- **WHAT YOU HAVE TO DO**
All lines in the records below that hold "links" are to be shown.

- **Stored data entries**

'''

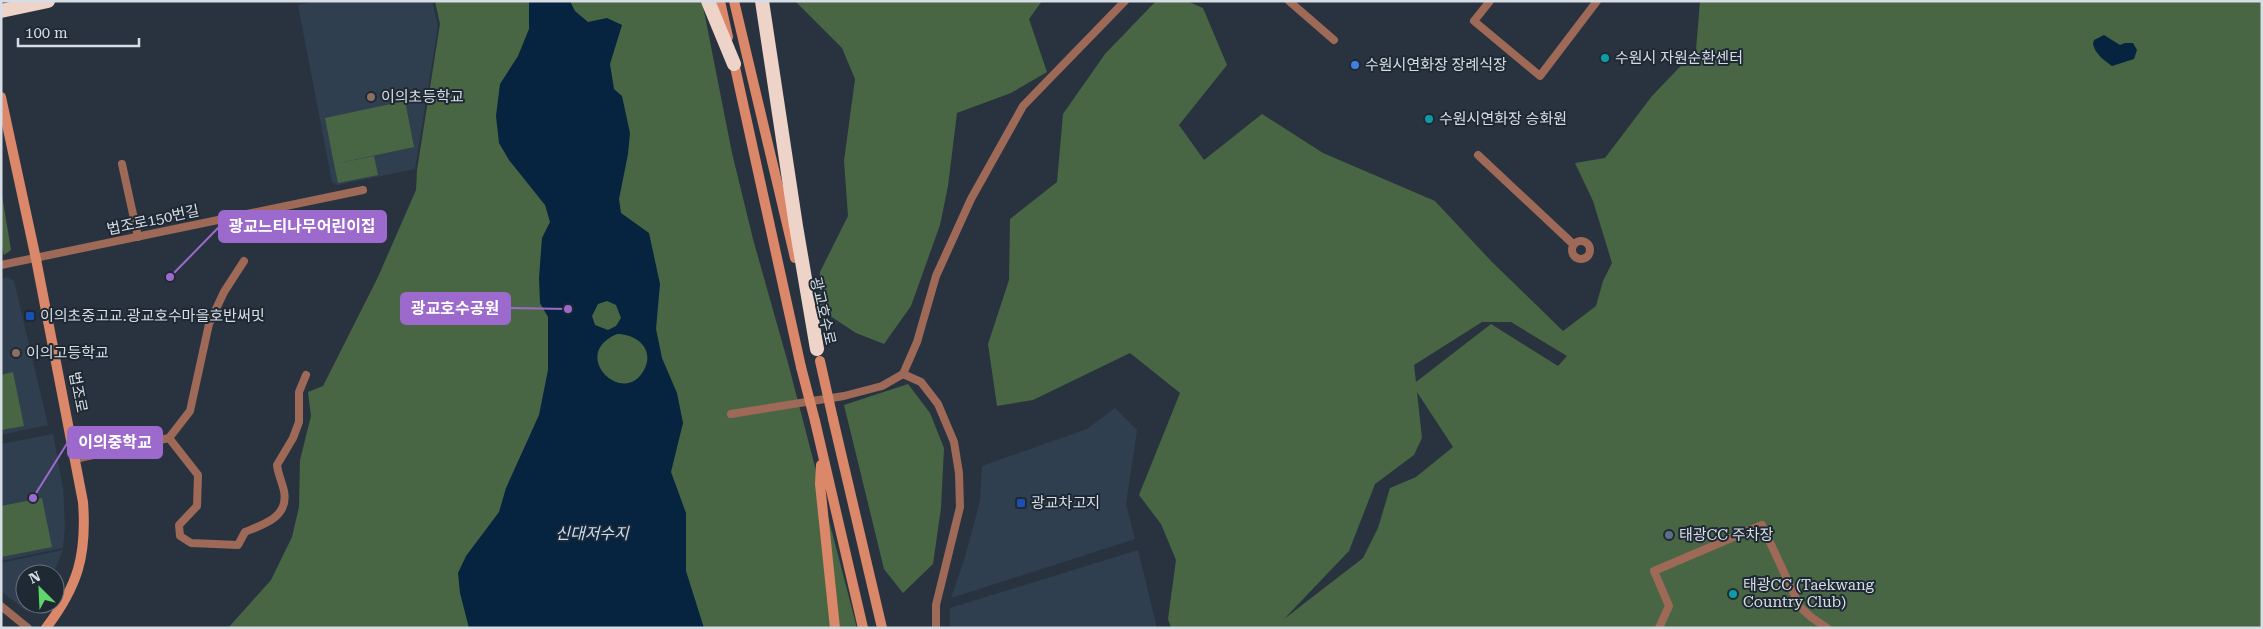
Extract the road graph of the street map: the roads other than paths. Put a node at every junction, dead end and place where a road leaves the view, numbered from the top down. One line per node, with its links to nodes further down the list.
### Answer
1 (48, 1): 10 (highway)
2 (708, 1): 12 (highway)
3 (720, 1): 12 (main road)
4 (734, 1): 22 (main road, 광교호수로)
5 (1125, 1): 23 (street)
6 (1289, 1): 11 (street)
7 (1490, 1): 8 (street)
8 (1597, 1)
9 (763, 6): 22 (highway)
10 (1, 11)
11 (1334, 40)
12 (734, 64): 27 (main road, bridge)
13 (1, 97): 19 (main road, 법조로)
14 (1478, 155): 18 (street)
15 (122, 164): 17 (street)
16 (363, 190): 17 (street, 법조로150번길)
17 (138, 238): 19 (street, 법조로150번길)
18 (1573, 244)
19 (36, 259): 21 (street, 법조로150번길); 28 (main road, 법조로)
20 (244, 261): 26 (street)
21 (1, 265)
22 (818, 355): 34 (main road, 광교호수로, bridge)
23 (903, 374): 25 (street); 35 (street)
24 (306, 375): 26 (street)
25 (731, 414)
26 (169, 438): 28 (street)
27 (821, 448): 32 (main road); 33 (main road)
28 (75, 459): 31 (main road, 법조로)
29 (1, 606): 30 (street)
30 (28, 628)
31 (46, 628)
32 (835, 628)
33 (863, 628)
34 (882, 628)
35 (936, 628)
36 (1659, 628): 37 (street)
37 (1827, 628)

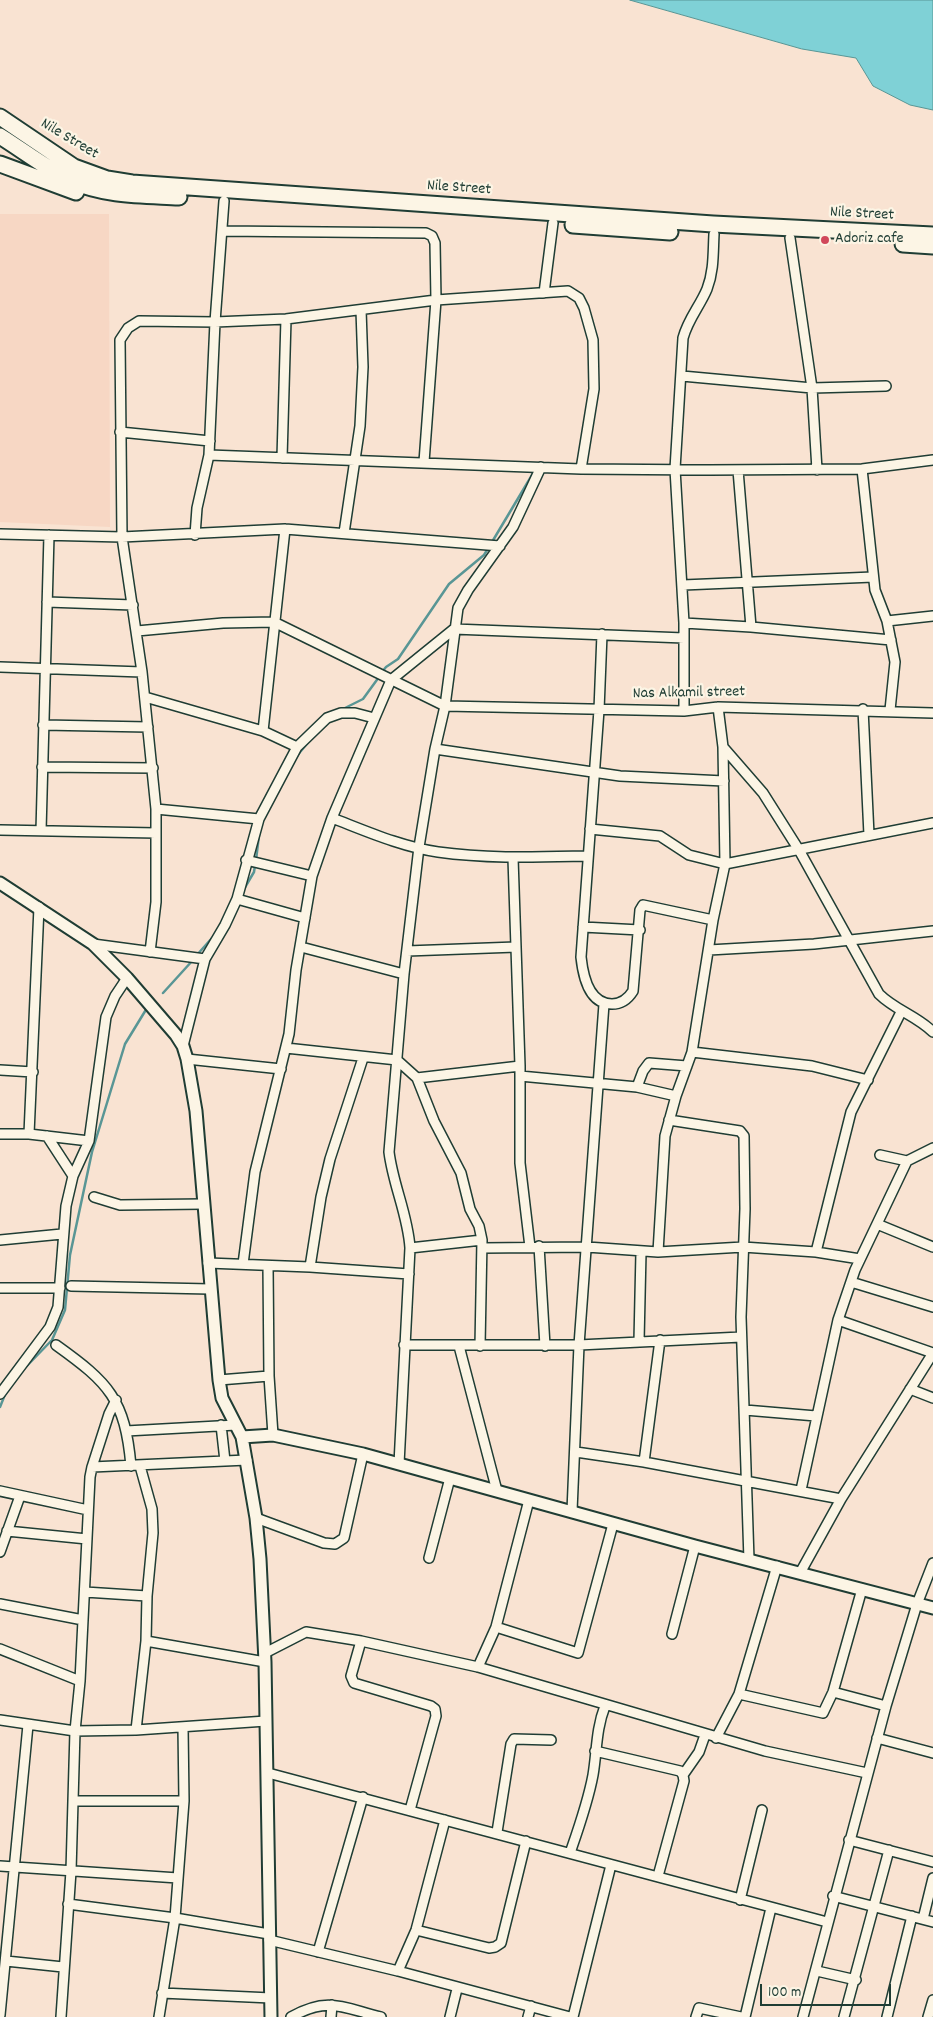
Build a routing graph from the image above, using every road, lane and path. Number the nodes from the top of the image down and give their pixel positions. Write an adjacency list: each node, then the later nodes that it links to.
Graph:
1 (4, 122): 9 (main road, Nile Street)
2 (0, 136): 4 (main road, Nile Street)
3 (0, 164): 4 (main road)
4 (115, 192): 5 (main road, Nile Street)
5 (224, 201): 6 (main road, Nile Street); 7 (street)
6 (553, 223): 8 (main road, Nile Street); 12 (street)
7 (222, 230): 13 (street); 16 (street)
8 (714, 234): 10 (main road, Nile Street); 17 (street)
9 (933, 235)
10 (790, 238): 11 (main road, Nile Street); 19 (street)
11 (933, 246)
12 (544, 293): 13 (street); 28 (street)
13 (436, 300): 14 (street); 26 (street)
14 (361, 310): 15 (street); 25 (street)
15 (286, 319): 16 (street); 23 (street)
16 (214, 322): 20 (street); 21 (street)
17 (682, 376): 19 (street); 29 (street)
18 (886, 386): 19 (street)
19 (812, 388): 31 (street)
20 (120, 432): 21 (street); 38 (street)
21 (210, 442): 22 (street)
22 (209, 455): 23 (street); 37 (street)
23 (282, 458): 25 (street)
24 (933, 460): 32 (street)
25 (355, 461): 26 (street); 34 (street)
26 (424, 462): 27 (street)
27 (541, 467): 28 (street); 39 (street)
28 (581, 469): 29 (street)
29 (675, 469): 30 (street); 42 (street)
30 (738, 470): 31 (street); 41 (street)
31 (817, 470): 32 (street)
32 (862, 470): 40 (street)
33 (285, 530): 34 (street); 37 (street); 46 (street)
34 (344, 533): 39 (street)
35 (0, 534): 36 (street)
36 (49, 535): 38 (street); 43 (street)
37 (195, 535): 38 (street)
38 (122, 537): 44 (street)
39 (500, 546): 50 (street)
40 (872, 577): 41 (street); 47 (street)
41 (748, 584): 42 (street); 49 (street)
42 (683, 585): 48 (street)
43 (48, 602): 44 (street); 56 (street)
44 (133, 605): 51 (street)
45 (933, 616): 47 (street)
46 (274, 622): 51 (street); 58 (street); 70 (street)
47 (887, 622): 54 (street)
48 (684, 624): 49 (street); 53 (street)
49 (751, 627): 54 (street)
50 (454, 629): 52 (street); 58 (street); 60 (street)
51 (136, 631): 57 (street)
52 (602, 634): 53 (street); 62 (street)
53 (684, 638): 65 (street)
54 (891, 640): 64 (street)
55 (0, 667): 56 (street)
56 (44, 669): 57 (street); 68 (street)
57 (142, 672): 59 (street)
58 (391, 680): 60 (street); 67 (street)
59 (145, 697): 69 (street); 70 (street)
60 (445, 706): 62 (street, Nas Alkamil street); 73 (street)
61 (718, 707): 63 (street, Nas Alkamil street); 65 (street, Nas Alkamil street); 72 (street)
62 (599, 710): 65 (street, Nas Alkamil street); 76 (street)
63 (863, 710): 64 (street, Nas Alkamil street); 86 (street)
64 (890, 710): 66 (street, Nas Alkamil street)
65 (684, 711)
66 (933, 713)
67 (374, 718): 71 (street); 79 (street)
68 (43, 725): 69 (street); 74 (street)
69 (148, 726): 75 (street)
70 (263, 731): 71 (street)
71 (297, 747): 80 (street)
72 (723, 747): 77 (street); 88 (street)
73 (435, 750): 76 (street); 87 (street)
74 (42, 767): 75 (street); 84 (street)
75 (153, 768): 78 (street)
76 (594, 772): 77 (street); 83 (street)
77 (724, 781): 92 (street)
78 (156, 809): 80 (street); 85 (street)
79 (332, 818): 87 (street); 93 (street)
80 (259, 819): 91 (street)
81 (933, 823): 86 (street)
82 (0, 830): 84 (street)
83 (590, 830): 89 (street); 92 (street)
84 (41, 831): 85 (street)
85 (156, 833): 108 (street)
86 (868, 835): 88 (street)
87 (418, 847): 90 (street); 107 (street)
88 (799, 850): 92 (street); 102 (street)
89 (588, 856): 90 (street); 99 (street)
90 (513, 858): 104 (street)
91 (246, 860): 93 (street); 95 (street)
92 (725, 864): 98 (street)
93 (312, 876): 97 (street)
94 (0, 883): 96 (street)
95 (237, 899): 97 (street); 109 (street)
96 (39, 907): 103 (street); 125 (street)
97 (305, 918): 105 (street)
98 (713, 920): 100 (street); 106 (street)
99 (583, 927): 100 (street); 112 (street)
100 (640, 930): 112 (street)
101 (933, 931): 102 (street)
102 (850, 941): 106 (street); 113 (street)
103 (93, 944): 108 (street); 111 (street)
104 (516, 947): 107 (street); 121 (street)
105 (301, 948): 110 (street); 116 (street)
106 (709, 950): 117 (street)
107 (407, 951): 110 (street)
108 (150, 952): 109 (street)
109 (205, 960): 115 (street)
110 (404, 974): 120 (street)
111 (127, 978): 115 (street); 136 (street)
112 (604, 1004): 129 (street)
113 (902, 1012): 114 (street); 128 (street)
114 (933, 1032)
115 (182, 1046): 119 (street)
116 (286, 1048): 118 (street); 123 (street)
117 (692, 1052): 122 (street); 128 (street)
118 (363, 1058): 120 (street); 159 (street)
119 (187, 1059): 123 (street); 142 (street)
120 (397, 1060): 127 (street); 151 (street)
121 (520, 1066): 126 (street); 127 (street)
122 (687, 1066): 130 (street); 131 (street)
123 (281, 1069): 157 (street)
124 (0, 1070): 125 (street)
125 (33, 1072): 134 (street)
126 (520, 1076): 129 (street); 148 (street)
127 (417, 1078): 146 (street)
128 (868, 1080): 154 (street)
129 (599, 1084): 130 (street); 149 (street)
130 (637, 1088): 131 (street)
131 (676, 1096): 132 (street)
132 (669, 1120): 150 (street); 153 (street)
133 (0, 1134): 134 (street)
134 (29, 1134): 135 (street)
135 (48, 1136): 136 (street); 140 (street)
136 (89, 1141): 140 (street)
137 (933, 1148): 139 (street)
138 (880, 1155): 139 (street)
139 (907, 1161): 143 (street)
140 (73, 1176): 144 (street)
141 (94, 1197): 142 (street)
142 (204, 1204): 156 (street)
143 (878, 1224): 147 (street); 155 (street)
144 (62, 1234): 145 (street); 164 (street)
145 (0, 1240)
146 (482, 1244): 148 (street); 151 (street); 175 (street)
147 (933, 1246)
148 (535, 1247): 149 (street); 176 (street)
149 (586, 1247): 152 (street); 173 (street)
150 (744, 1247): 153 (street); 154 (street); 168 (street)
151 (410, 1248): 160 (street)
152 (641, 1252): 153 (street); 170 (street)
153 (658, 1252)
154 (816, 1252): 155 (street)
155 (860, 1259): 161 (street)
156 (208, 1263): 157 (street); 165 (street)
157 (243, 1264): 158 (street)
158 (268, 1266): 159 (street); 178 (street)
159 (310, 1267): 160 (street)
160 (409, 1274): 172 (street)
161 (850, 1282): 166 (street); 167 (street)
162 (71, 1286): 165 (street)
163 (0, 1288): 164 (street)
164 (60, 1288): 181 (street)
165 (210, 1289): 179 (street)
166 (933, 1307)
167 (838, 1320): 177 (street); 185 (street)
168 (741, 1337): 169 (street); 184 (street)
169 (660, 1340): 170 (street); 195 (street)
170 (639, 1341): 173 (street)
171 (56, 1345): 183 (street)
172 (404, 1345): 174 (street); 196 (street)
173 (579, 1345): 176 (street); 191 (street)
174 (459, 1346): 175 (street); 203 (street)
175 (480, 1346): 176 (street)
176 (545, 1346)
177 (933, 1353): 180 (street)
178 (270, 1376): 179 (street); 189 (street)
179 (219, 1380): 186 (street)
180 (910, 1389): 182 (street); 205 (street)
181 (0, 1394)
182 (933, 1398)
183 (116, 1400): 188 (street); 198 (street)
184 (745, 1410): 185 (street); 200 (street)
185 (816, 1416): 201 (street)
186 (236, 1425): 187 (street); 190 (street)
187 (221, 1426): 188 (street); 194 (street)
188 (126, 1431): 197 (street)
189 (273, 1435): 190 (street); 192 (street)
190 (242, 1437): 193 (street)
191 (576, 1452): 195 (street); 208 (street)
192 (363, 1454): 196 (street); 209 (street)
193 (247, 1460): 194 (street); 209 (street)
194 (225, 1461): 197 (street)
195 (644, 1462): 200 (street)
196 (399, 1464): 199 (street)
197 (135, 1466): 198 (street); 222 (street)
198 (92, 1467): 207 (street)
199 (450, 1478): 203 (street); 215 (street)
200 (747, 1480): 201 (street); 216 (street)
201 (801, 1490): 205 (street)
202 (0, 1491): 204 (street)
203 (497, 1491): 206 (street)
204 (20, 1496): 207 (street); 211 (street)
205 (841, 1499): 219 (street)
206 (529, 1500): 208 (street); 227 (street)
207 (88, 1510): 212 (street)
208 (572, 1511): 210 (street)
209 (256, 1518): 232 (street)
210 (613, 1524): 213 (street); 227 (street)
211 (7, 1531): 212 (street); 214 (street)
212 (87, 1539): 221 (street)
213 (695, 1546): 216 (street); 228 (street)
214 (0, 1552)
215 (429, 1558)
216 (749, 1560): 218 (street)
217 (933, 1563): 224 (street)
218 (777, 1566): 219 (street); 236 (street)
219 (800, 1572): 220 (street)
220 (862, 1589): 224 (street); 235 (street)
221 (85, 1592): 222 (street); 226 (street)
222 (147, 1596): 229 (street)
223 (0, 1604): 226 (street)
224 (917, 1604): 225 (street); 238 (street)
225 (933, 1608)
226 (83, 1620): 234 (street)
227 (496, 1627): 233 (street)
228 (672, 1634)
229 (146, 1641): 232 (street); 243 (street)
230 (361, 1641): 232 (street); 233 (street); 257 (street)
231 (0, 1648): 234 (street)
232 (265, 1658): 240 (street)
233 (478, 1667): 237 (street)
234 (80, 1681): 244 (street)
235 (833, 1692): 236 (street); 238 (street)
236 (739, 1694): 246 (street)
237 (605, 1706): 245 (street); 249 (street)
238 (886, 1706): 247 (street)
239 (0, 1720): 241 (street)
240 (266, 1721): 242 (street); 251 (street)
241 (28, 1725): 244 (street); 268 (street)
242 (183, 1727): 243 (street); 256 (street)
243 (136, 1730): 244 (street)
244 (75, 1731): 255 (street)
245 (705, 1735): 246 (street); 253 (street)
246 (716, 1738): 252 (street)
247 (877, 1738): 250 (street); 252 (street)
248 (551, 1740): 260 (street)
249 (595, 1752): 253 (street); 264 (street)
250 (933, 1753)
251 (268, 1773): 254 (street); 284 (street)
252 (867, 1773): 261 (street)
253 (683, 1775): 270 (street)
254 (363, 1797): 257 (street); 285 (street)
255 (73, 1801): 256 (street); 269 (street)
256 (184, 1801): 271 (street)
257 (410, 1810): 259 (street)
258 (762, 1810): 274 (street)
259 (445, 1820): 260 (street); 283 (street)
260 (497, 1832): 262 (street)
261 (849, 1840): 263 (street); 273 (street)
262 (526, 1841): 264 (street); 283 (street)
263 (889, 1850): 265 (street); 276 (street)
264 (570, 1853): 266 (street)
265 (933, 1862)
266 (611, 1865): 270 (street); 307 (street)
267 (0, 1866): 268 (street)
268 (15, 1867): 269 (street); 286 (street)
269 (71, 1871): 271 (street); 275 (street)
270 (658, 1876): 274 (street)
271 (178, 1878): 279 (street)
272 (933, 1878): 280 (street)
273 (834, 1896): 276 (street); 281 (street)
274 (740, 1900): 277 (street)
275 (68, 1904): 279 (street); 287 (street)
276 (874, 1906): 278 (street); 290 (street)
277 (772, 1908): 281 (street); 310 (street)
278 (912, 1916): 280 (street); 313 (street)
279 (175, 1918): 284 (street); 293 (street)
280 (923, 1919): 282 (street)
281 (827, 1922): 289 (street)
282 (933, 1922)
283 (416, 1930): 288 (street)
284 (269, 1937): 285 (street); 294 (street)
285 (318, 1952): 288 (street)
286 (6, 1961): 287 (street); 291 (street)
287 (63, 1967): 299 (street)
288 (398, 1971): 292 (street)
289 (817, 1971): 290 (street); 311 (street)
290 (856, 1980): 312 (street)
291 (1, 1983): 298 (street)
292 (456, 1988): 297 (street); 305 (street)
293 (162, 1993): 294 (street); 300 (street)
294 (271, 1998): 301 (street)
295 (933, 2000): 314 (street)
296 (332, 2005): 302 (street); 303 (street); 304 (street)
297 (531, 2006): 306 (street); 307 (street)
298 (0, 2014)
299 (61, 2017)
300 (159, 2017)
301 (271, 2017)
302 (291, 2017)
303 (330, 2017)
304 (381, 2017)
305 (450, 2017)
306 (528, 2017)
307 (572, 2017)
308 (696, 2017): 309 (street)
309 (741, 2017)
310 (745, 2017)
311 (803, 2017)
312 (844, 2017)
313 (887, 2017)
314 (928, 2017)

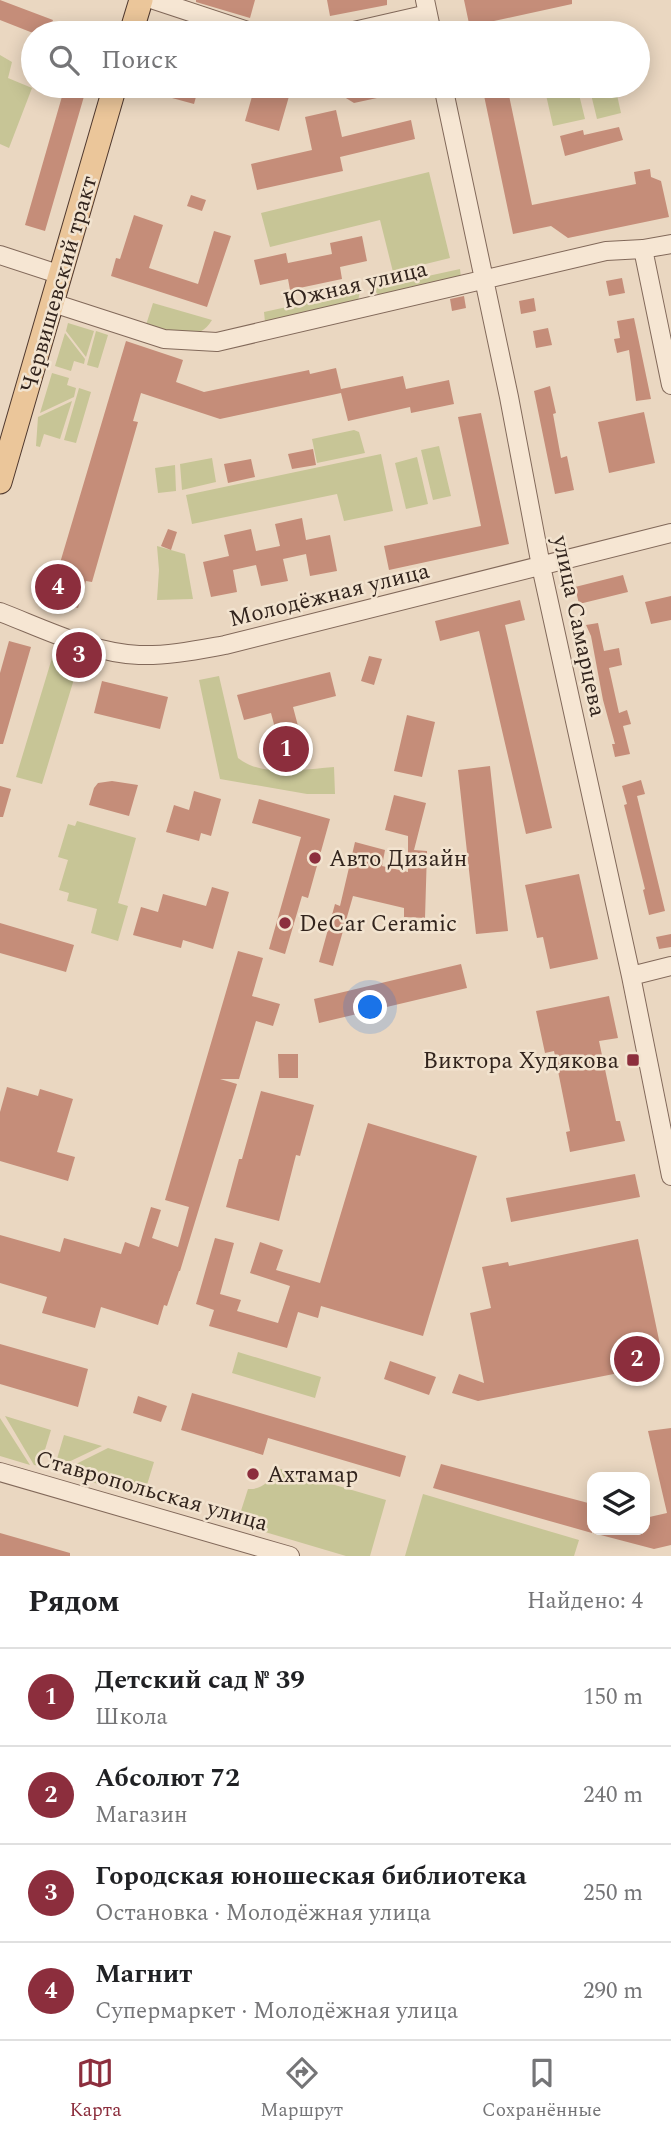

'''

- **EXERCISE RESULT**
Extract the road graph of the street map: the roads other than paths. Put a node at every junction, dead end and place where a road leaves the view, numbered from the top down. One line per node, with its links to nodes further down the list.
Build a routing graph from the image above, using every road, lane and path. Number the nodes from the top of the image down and give their pixel positions. Write an adjacency list: each node, then the later nodes that it links to.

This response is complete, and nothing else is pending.